Performance-pay policies have been tried at many different points in the last several decades. Most offer monetary bonuses to teachers who boost student scores, participate in professional development, or meet other criteria, but they do not change base pay.
The literature on performance pay is vast, and a full review lies outside the scope of this paper. Scholars say that the research questions around performance pay are hard to answer in just one study, especially since the questions vary. Do the programs encourage teachers to work harder and make them more effective at raising scores? Do they serve as a recruitment incentive, attracting high-quality teachers, over time changing the composition of the teacher workforce? Until recently, most of the research has focused on only the first question.
Conclusions culled from random-assignment experimental studies, the research “gold standard,” are limited. One review found just nine studies that used a random-assignment or quasi-experimental method to determine whether bonus programs raised scores; some of the studies looked at performance pay in countries outside of the United States. Those studies, in general, showed positive effects, but may not be applicable to the U.S. school system.
In 2010, researchers at the National Center on Performance Incentives at Vanderbilt University released the results of a three-year experimental study on merit pay in Nashville middle schools. Under the experiment, math teachers who increased student scores received a significant bonus of up to $15,000. The study found no effects on achievement outside of 5th grade. Its authors concluded that the program had done little to change teacher practices.
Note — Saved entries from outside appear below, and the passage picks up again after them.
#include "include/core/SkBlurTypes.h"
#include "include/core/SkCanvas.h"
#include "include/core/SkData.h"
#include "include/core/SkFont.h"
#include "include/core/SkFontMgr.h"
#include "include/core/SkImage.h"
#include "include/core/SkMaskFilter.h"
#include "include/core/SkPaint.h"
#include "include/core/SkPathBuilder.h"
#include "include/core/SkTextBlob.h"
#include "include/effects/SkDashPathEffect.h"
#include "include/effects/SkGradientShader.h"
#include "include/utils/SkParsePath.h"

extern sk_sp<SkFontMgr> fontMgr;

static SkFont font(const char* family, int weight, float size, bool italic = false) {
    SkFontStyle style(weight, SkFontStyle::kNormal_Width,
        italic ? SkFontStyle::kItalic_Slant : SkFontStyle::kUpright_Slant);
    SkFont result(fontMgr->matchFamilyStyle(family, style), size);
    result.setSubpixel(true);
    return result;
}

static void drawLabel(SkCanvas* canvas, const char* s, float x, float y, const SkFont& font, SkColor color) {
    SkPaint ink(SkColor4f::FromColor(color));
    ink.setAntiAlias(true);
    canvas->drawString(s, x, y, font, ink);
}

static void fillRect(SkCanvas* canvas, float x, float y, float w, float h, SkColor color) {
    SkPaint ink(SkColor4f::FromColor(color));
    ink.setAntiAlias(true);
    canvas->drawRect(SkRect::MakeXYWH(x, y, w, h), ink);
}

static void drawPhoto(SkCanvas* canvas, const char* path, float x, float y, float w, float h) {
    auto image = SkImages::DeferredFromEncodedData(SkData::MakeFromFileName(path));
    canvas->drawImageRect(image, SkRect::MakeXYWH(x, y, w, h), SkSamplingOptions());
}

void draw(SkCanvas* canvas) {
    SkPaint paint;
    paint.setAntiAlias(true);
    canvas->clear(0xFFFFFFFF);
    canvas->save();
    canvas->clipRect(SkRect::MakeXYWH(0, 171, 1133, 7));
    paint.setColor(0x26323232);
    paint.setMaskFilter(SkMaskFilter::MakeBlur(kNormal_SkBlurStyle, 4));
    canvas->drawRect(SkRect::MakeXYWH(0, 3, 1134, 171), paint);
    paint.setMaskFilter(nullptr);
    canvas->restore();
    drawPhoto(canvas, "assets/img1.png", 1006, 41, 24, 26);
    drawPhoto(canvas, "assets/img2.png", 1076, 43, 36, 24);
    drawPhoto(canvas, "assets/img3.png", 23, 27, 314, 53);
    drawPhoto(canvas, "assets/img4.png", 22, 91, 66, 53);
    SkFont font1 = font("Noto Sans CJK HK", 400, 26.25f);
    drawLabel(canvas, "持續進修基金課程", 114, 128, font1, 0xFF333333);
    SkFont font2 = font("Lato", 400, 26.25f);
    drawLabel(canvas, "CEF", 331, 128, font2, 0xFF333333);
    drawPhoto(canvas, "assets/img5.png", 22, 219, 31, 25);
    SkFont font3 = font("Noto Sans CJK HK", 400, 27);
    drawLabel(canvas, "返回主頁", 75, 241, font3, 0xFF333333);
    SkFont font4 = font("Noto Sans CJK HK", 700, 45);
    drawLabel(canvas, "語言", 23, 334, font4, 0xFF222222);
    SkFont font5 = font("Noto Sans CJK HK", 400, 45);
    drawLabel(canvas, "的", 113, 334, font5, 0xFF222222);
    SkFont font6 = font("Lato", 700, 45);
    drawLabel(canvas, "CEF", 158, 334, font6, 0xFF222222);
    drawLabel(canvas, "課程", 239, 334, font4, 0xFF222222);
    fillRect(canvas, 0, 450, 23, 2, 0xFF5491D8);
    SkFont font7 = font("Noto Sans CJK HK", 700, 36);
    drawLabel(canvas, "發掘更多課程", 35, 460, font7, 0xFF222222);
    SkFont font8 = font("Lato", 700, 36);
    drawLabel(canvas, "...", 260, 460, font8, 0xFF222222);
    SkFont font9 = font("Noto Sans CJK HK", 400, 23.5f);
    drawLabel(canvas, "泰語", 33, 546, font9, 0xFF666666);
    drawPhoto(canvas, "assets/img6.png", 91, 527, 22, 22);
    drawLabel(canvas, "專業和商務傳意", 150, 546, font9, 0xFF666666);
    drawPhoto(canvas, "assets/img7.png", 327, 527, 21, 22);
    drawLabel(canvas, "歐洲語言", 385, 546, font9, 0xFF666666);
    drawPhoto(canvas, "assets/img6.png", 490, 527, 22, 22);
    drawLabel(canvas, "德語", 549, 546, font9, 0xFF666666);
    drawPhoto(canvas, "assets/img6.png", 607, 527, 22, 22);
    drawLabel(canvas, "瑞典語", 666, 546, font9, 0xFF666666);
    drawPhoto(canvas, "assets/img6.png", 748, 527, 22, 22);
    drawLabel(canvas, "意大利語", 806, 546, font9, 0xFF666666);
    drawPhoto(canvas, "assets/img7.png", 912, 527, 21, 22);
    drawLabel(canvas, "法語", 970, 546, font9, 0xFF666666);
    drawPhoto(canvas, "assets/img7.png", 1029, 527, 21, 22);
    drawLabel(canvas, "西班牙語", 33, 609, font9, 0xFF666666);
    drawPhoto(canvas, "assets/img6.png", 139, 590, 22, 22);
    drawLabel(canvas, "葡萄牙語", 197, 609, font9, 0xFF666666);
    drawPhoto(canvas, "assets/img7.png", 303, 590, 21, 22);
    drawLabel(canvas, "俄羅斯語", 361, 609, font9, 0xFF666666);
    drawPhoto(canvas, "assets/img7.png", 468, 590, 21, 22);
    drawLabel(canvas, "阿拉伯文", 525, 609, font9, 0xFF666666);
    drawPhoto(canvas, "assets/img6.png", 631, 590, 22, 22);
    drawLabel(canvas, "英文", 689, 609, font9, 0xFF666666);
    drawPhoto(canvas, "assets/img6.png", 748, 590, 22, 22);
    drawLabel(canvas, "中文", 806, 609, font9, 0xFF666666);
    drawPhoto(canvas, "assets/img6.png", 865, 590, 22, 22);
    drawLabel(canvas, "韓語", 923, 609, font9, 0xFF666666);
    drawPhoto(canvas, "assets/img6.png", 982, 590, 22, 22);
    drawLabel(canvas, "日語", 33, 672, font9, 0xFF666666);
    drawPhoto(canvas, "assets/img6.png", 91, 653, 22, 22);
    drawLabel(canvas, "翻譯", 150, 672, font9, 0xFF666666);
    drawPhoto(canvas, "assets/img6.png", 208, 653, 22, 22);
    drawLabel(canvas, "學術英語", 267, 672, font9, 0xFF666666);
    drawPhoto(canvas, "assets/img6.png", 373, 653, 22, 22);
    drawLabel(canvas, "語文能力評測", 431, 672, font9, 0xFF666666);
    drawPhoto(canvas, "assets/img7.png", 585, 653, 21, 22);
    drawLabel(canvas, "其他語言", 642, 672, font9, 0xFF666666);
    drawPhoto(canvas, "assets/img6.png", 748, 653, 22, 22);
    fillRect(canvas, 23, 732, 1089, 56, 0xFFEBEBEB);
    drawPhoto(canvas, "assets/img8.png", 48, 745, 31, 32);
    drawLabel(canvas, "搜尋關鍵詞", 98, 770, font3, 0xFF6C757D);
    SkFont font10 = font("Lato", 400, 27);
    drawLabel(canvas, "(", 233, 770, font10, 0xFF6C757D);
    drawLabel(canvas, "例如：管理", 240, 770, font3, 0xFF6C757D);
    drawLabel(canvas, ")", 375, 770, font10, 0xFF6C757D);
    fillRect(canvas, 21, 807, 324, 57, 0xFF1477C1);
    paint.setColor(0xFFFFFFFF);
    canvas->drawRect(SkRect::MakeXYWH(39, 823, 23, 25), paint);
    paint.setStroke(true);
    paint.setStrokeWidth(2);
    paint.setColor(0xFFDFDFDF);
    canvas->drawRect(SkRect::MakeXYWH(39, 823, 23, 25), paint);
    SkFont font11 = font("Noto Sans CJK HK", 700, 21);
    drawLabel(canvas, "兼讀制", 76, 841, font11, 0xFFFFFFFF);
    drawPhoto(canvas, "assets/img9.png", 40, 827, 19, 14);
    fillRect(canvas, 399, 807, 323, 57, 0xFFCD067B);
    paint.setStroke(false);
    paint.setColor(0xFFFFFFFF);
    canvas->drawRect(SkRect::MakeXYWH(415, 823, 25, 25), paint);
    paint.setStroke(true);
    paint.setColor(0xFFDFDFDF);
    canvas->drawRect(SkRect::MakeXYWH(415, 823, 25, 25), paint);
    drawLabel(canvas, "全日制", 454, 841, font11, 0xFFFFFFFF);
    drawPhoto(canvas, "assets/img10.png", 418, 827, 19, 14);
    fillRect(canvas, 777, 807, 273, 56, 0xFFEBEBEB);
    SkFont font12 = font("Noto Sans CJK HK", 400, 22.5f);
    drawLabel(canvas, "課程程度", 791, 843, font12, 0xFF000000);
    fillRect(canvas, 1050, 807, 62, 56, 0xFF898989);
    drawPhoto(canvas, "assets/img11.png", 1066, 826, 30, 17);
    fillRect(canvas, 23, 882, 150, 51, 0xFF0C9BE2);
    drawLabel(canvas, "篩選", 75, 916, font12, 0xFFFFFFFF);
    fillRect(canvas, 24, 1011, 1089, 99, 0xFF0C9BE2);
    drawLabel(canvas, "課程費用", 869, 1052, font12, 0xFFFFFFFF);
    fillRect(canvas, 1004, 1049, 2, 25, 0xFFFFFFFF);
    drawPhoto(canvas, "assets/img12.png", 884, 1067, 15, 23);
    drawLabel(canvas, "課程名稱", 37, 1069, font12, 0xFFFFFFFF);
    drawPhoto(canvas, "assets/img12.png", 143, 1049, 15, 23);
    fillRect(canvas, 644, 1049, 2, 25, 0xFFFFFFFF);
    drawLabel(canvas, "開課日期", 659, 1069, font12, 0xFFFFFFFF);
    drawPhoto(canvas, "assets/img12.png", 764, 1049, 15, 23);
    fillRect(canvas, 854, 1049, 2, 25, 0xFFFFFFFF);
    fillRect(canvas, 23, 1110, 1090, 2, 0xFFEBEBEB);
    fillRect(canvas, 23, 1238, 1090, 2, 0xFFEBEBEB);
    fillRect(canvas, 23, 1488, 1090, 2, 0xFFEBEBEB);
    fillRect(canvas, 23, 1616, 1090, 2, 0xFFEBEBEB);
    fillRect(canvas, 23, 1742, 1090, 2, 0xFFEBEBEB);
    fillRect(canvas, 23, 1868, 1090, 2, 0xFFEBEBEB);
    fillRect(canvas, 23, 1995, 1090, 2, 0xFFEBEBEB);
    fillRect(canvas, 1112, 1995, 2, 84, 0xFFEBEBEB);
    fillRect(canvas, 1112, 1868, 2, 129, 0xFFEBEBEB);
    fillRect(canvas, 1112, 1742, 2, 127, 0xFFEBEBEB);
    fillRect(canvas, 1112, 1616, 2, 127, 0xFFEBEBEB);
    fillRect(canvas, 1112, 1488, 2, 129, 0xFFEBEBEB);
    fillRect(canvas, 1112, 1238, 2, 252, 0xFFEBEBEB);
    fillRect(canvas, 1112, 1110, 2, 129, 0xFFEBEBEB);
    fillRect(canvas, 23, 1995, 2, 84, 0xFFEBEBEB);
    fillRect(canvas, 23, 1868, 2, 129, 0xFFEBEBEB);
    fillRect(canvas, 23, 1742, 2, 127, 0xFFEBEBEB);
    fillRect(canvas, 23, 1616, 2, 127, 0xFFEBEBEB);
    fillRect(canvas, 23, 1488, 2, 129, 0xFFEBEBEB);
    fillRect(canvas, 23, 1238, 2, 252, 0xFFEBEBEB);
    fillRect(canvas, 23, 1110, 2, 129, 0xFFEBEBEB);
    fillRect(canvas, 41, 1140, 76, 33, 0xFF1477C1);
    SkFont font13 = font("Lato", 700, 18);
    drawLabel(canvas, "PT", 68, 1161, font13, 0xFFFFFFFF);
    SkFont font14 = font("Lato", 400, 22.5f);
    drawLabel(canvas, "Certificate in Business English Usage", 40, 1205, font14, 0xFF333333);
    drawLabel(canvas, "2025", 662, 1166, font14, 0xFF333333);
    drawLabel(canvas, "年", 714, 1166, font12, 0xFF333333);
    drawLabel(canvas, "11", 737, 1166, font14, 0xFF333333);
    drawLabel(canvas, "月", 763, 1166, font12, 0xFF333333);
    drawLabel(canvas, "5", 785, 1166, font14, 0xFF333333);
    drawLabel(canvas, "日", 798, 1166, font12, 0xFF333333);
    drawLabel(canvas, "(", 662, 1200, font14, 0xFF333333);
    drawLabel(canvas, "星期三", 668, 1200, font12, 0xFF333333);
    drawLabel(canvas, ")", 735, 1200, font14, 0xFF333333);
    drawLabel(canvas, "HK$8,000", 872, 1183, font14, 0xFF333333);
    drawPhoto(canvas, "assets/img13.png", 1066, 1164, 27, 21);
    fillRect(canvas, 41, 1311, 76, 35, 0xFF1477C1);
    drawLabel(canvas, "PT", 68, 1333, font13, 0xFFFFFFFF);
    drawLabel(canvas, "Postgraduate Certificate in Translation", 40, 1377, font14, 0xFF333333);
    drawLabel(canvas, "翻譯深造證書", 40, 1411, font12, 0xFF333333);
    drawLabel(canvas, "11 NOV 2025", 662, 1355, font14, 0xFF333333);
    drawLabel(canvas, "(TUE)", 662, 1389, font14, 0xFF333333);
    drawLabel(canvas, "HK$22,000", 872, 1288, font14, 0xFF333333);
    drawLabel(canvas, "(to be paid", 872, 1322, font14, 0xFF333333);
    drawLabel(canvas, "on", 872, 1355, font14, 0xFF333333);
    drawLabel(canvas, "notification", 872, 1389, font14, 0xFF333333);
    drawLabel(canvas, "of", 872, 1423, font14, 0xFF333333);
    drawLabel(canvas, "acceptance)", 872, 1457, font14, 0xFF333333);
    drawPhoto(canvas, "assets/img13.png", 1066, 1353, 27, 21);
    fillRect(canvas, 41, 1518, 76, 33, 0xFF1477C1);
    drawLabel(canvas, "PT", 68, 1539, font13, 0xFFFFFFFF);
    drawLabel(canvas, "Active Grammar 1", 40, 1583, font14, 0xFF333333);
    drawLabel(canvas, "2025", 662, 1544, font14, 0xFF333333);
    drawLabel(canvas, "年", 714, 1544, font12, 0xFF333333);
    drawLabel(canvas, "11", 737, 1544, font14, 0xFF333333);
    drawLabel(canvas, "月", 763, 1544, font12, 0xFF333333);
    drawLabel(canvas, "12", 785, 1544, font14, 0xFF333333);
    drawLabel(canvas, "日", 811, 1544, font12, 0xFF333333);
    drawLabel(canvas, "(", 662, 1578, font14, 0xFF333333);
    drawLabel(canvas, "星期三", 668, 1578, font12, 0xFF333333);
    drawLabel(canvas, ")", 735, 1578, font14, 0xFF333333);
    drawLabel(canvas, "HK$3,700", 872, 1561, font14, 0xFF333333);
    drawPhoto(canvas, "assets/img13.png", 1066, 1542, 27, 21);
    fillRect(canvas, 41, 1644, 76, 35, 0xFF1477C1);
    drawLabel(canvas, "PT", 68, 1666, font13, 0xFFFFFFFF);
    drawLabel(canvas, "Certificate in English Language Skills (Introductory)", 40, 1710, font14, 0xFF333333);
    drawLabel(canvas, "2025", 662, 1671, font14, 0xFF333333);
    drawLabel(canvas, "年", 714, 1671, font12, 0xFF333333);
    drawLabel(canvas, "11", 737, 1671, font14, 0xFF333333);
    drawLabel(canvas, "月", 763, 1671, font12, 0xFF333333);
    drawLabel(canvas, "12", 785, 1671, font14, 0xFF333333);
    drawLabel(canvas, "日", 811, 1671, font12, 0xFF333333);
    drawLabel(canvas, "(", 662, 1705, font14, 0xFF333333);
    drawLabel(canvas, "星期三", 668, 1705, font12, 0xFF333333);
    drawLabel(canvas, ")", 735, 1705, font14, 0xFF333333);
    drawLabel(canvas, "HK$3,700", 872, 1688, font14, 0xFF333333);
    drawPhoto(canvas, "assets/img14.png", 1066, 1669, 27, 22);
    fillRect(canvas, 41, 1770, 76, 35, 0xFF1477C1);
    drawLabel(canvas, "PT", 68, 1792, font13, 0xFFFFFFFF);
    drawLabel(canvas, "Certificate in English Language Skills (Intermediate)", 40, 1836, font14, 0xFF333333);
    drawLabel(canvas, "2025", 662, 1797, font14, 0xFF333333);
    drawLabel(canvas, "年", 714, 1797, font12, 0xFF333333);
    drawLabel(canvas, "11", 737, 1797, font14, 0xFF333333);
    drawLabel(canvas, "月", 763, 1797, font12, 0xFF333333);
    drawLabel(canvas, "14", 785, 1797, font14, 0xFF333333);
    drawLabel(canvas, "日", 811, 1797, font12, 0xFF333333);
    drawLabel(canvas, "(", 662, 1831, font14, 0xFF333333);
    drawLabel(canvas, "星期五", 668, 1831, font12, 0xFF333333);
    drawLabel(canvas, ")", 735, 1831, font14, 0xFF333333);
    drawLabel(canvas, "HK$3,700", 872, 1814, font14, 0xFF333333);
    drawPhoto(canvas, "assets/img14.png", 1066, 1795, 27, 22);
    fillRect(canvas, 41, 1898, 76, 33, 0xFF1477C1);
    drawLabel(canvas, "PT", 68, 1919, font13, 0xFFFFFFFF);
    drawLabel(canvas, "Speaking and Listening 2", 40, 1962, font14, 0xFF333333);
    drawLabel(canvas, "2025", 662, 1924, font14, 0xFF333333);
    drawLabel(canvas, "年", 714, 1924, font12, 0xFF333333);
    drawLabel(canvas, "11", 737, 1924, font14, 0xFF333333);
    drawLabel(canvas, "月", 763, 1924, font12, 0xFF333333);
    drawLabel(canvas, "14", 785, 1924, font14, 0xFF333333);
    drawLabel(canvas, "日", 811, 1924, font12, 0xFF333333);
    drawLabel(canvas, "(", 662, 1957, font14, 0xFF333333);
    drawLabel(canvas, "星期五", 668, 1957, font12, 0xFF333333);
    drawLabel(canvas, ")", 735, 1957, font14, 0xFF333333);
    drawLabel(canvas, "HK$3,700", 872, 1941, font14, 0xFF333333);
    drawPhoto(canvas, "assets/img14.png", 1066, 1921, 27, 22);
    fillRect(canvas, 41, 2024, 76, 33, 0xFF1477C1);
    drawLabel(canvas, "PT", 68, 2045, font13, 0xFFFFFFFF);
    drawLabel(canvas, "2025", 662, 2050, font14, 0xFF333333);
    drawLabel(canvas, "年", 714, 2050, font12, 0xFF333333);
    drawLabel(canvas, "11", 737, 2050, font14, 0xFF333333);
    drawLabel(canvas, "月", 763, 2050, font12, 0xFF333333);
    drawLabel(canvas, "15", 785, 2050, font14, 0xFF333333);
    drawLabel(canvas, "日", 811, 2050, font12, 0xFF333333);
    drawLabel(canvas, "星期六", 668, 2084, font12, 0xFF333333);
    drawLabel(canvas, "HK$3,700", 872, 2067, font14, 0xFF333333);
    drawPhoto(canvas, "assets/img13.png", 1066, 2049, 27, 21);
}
Also in 2010, preliminary results from a random-assignment experiment in Chicago on the Teacher Advancement Program, which includes merit pay as well as other features such as modified professional development, found no effects on achievement or teacher- retention rates. 
A handful of other quasi-experimental studies have been mounted to study school reform plans that contain a performance-pay element. Using a method to create “synthetic” comparison schools, one study found apparent benefits for students whose teachers participated in the Teacher Advancement Program, a finding that stands in contrast to the Chicago experiment.
Teachers participating in the pay-for-performance component of Denver’s comprehensive ProComp teacher-compensation plan also appeared to boost achievement under certain conditions. The program requires teachers to set achievement goals with their principals. Those teachers who wrote the highest-quality objectives were associated with higher student achievement in elementary, middle, and high school than teachers who wrote lower-quality objectives.
However, a comparison of schools participating in the pilot program with those not participating found mixed effects from the program.
Factors such as the size of the bonus, the number of teachers permitted to receive it, and the methodologies used to award the pay all seem likely to shape the effects of such programs.
It can be said:
In the United States, merit pay exclusively focused on rewarding teachers whose students produce gains has not been shown to improve student achievement, though some international studies show positive effects. Research has been mixed on comprehensive pay models that incorporate other elements, such as professional development. Scholars are still examining whether such programs might work over time by attracting more effective teachers.